Request: Captcha error message without knowing who did it

[claudiosoprano]

In the last weeks i have a lot of messages of this type:

Aug 3 04:01:49 webmail1 roundcube: <12qo0676> PHP Error: Request security check failed (POST /?_task=mail&_action=refresh) Aug 3 04:02:49 webmail1 roundcube: <12qo0676> PHP Error: Request security check failed (POST /?_task=mail&_action=refresh) Aug 3 04:03:49 webmail1 roundcube: <12qo0676> PHP Error: Request security check failed (POST /?_task=mail&_action=refresh) Aug 3 04:04:49 webmail1 roundcube: <12qo0676> PHP Error: Request security check failed (POST /?_task=mail&_action=refresh) Aug 3 04:05:49 webmail1 roundcube: <12qo0676> PHP Error: Request security check failed (POST /?_task=mail&_action=refresh) Aug 3 04:06:49 webmail1 roundcube: <12qo0676> PHP Error: Request security check failed (POST /?_task=mail&_action=refresh)
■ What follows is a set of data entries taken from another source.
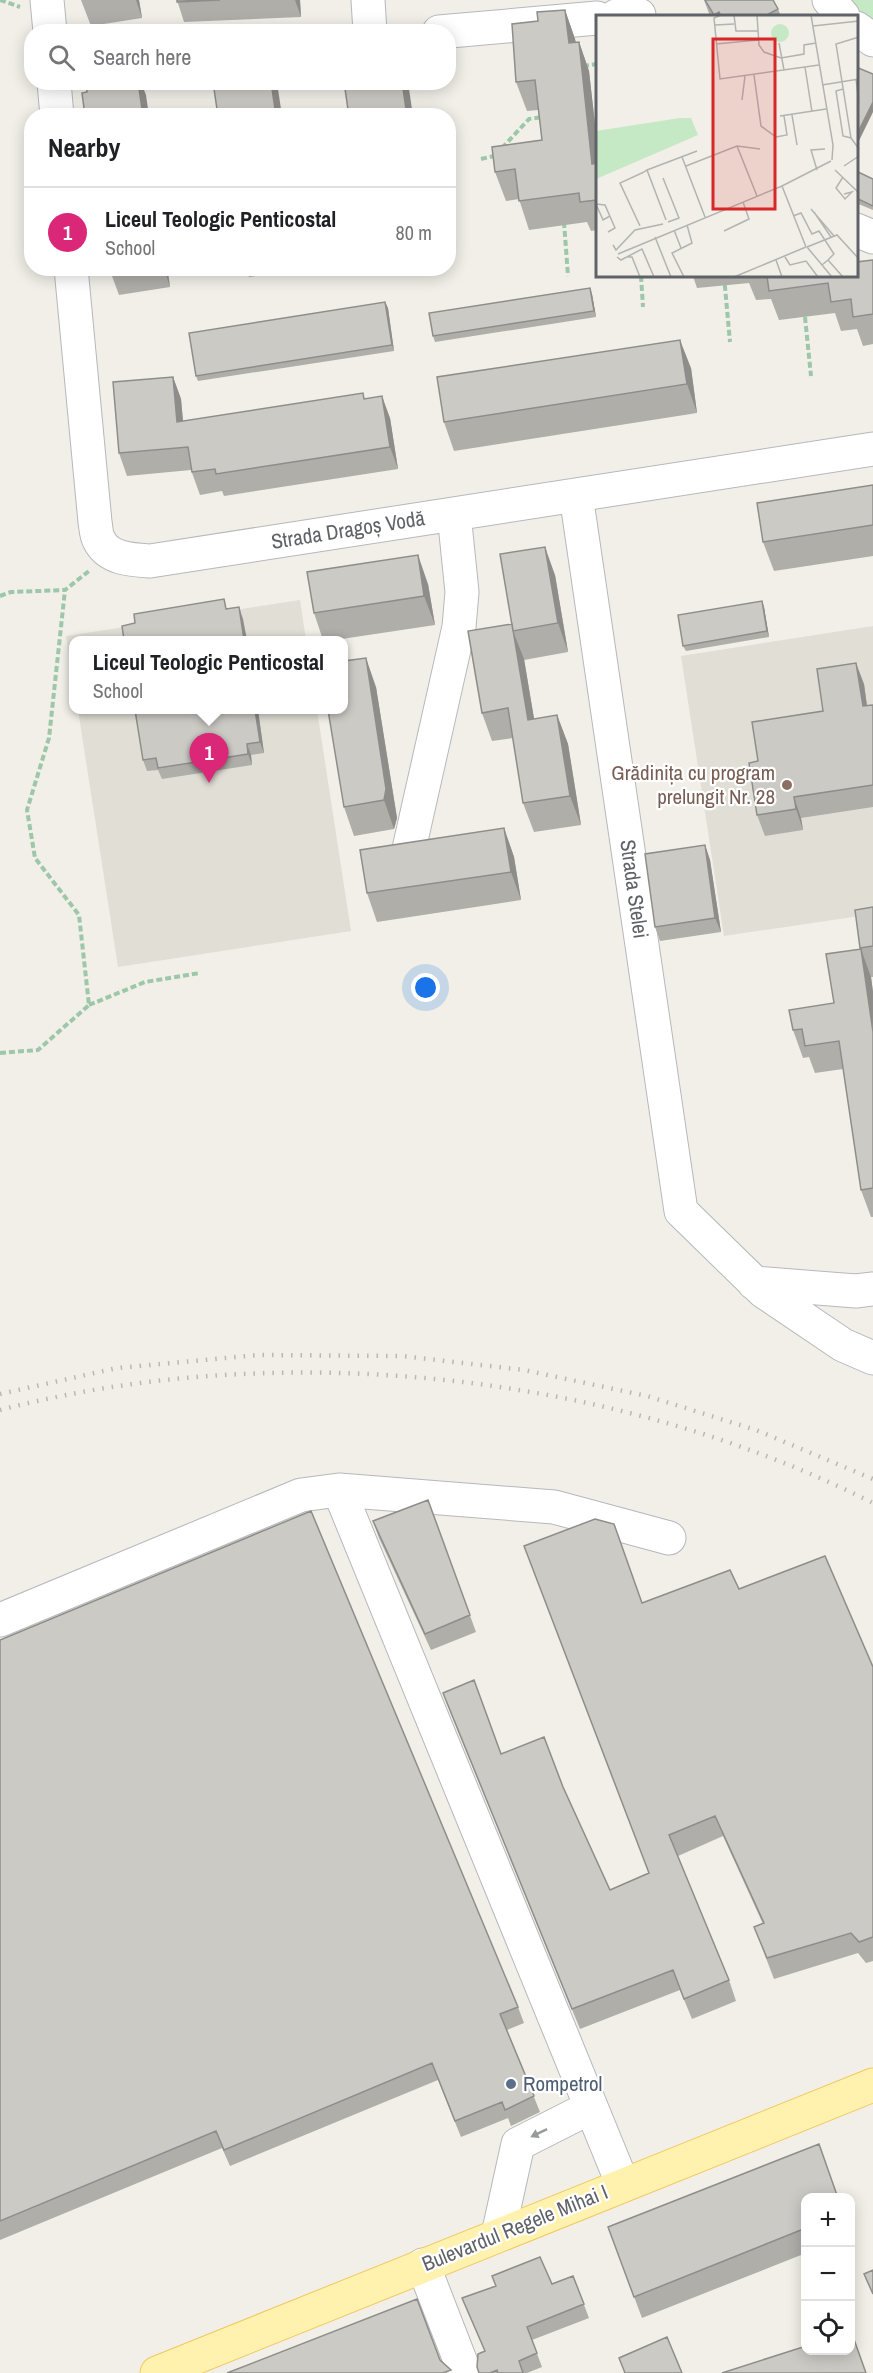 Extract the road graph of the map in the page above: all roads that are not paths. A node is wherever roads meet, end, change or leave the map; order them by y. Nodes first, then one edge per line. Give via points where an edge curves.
1 (47, 0) edge
2 (368, 0) edge
3 (829, 0) edge
4 (842, 15) edge
5 (596, 18) edge
6 (49, 24) edge
7 (370, 24) edge
8 (858, 29) edge
9 (456, 30) edge
10 (873, 40) edge
11 (55, 90) edge
12 (56, 108) edge
13 (858, 231) edge
14 (873, 237) edge
15 (72, 276) edge
16 (873, 449) edge
17 (576, 495) junction
18 (454, 514) junction
19 (409, 849) edge
20 (754, 1283) junction
21 (873, 1289) edge
22 (873, 1358) edge
23 (339, 1490) junction
24 (669, 1538) dead end
25 (0, 1620) edge
26 (873, 2085) edge
27 (591, 2107) junction
28 (623, 2185) junction
29 (498, 2235) junction
30 (423, 2265) junction
31 (157, 2373) edge
32 (465, 2373) edge

1 - 6 street
2 - 7 street
3 - 4 street
5 - 9 street
8 - 10 street
11 - 12 street
13 - 14 street
15 - 18 street, Strada Dragoș Vodă via 94,522 99,540 110,553 129,560 150,561
16 - 17 street, Strada Dragoș Vodă
17 - 18 street, Strada Dragoș Vodă
17 - 20 street, Strada Stelei via 681,1211
18 - 19 street via 461,581 459,627
20 - 21 street
20 - 22 street via 843,1346
23 - 24 street via 554,1507
23 - 25 street via 301,1495
23 - 27 street
26 - 28 main road, Bulevardul Regele Mihai I
27 - 28 street
27 -> 29 street via 518,2144
28 - 29 main road, Bulevardul Regele Mihai I
29 - 30 main road, Bulevardul Regele Mihai I
30 - 31 main road, Bulevardul Regele Mihai I
30 - 32 street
I receive an email each hour contaning these lines, but i have no way to know who is doing it, is it possible add the IP and/or the user tried to login.

I suspect these are attempts to force something (each minute exactly), but i can't understand in the logs who is doing this, if you add the IP HOST to the message and/or the user used to, i can teach fail2ban how to ban that IP/user else i wll not be able to do.

Thanks in advance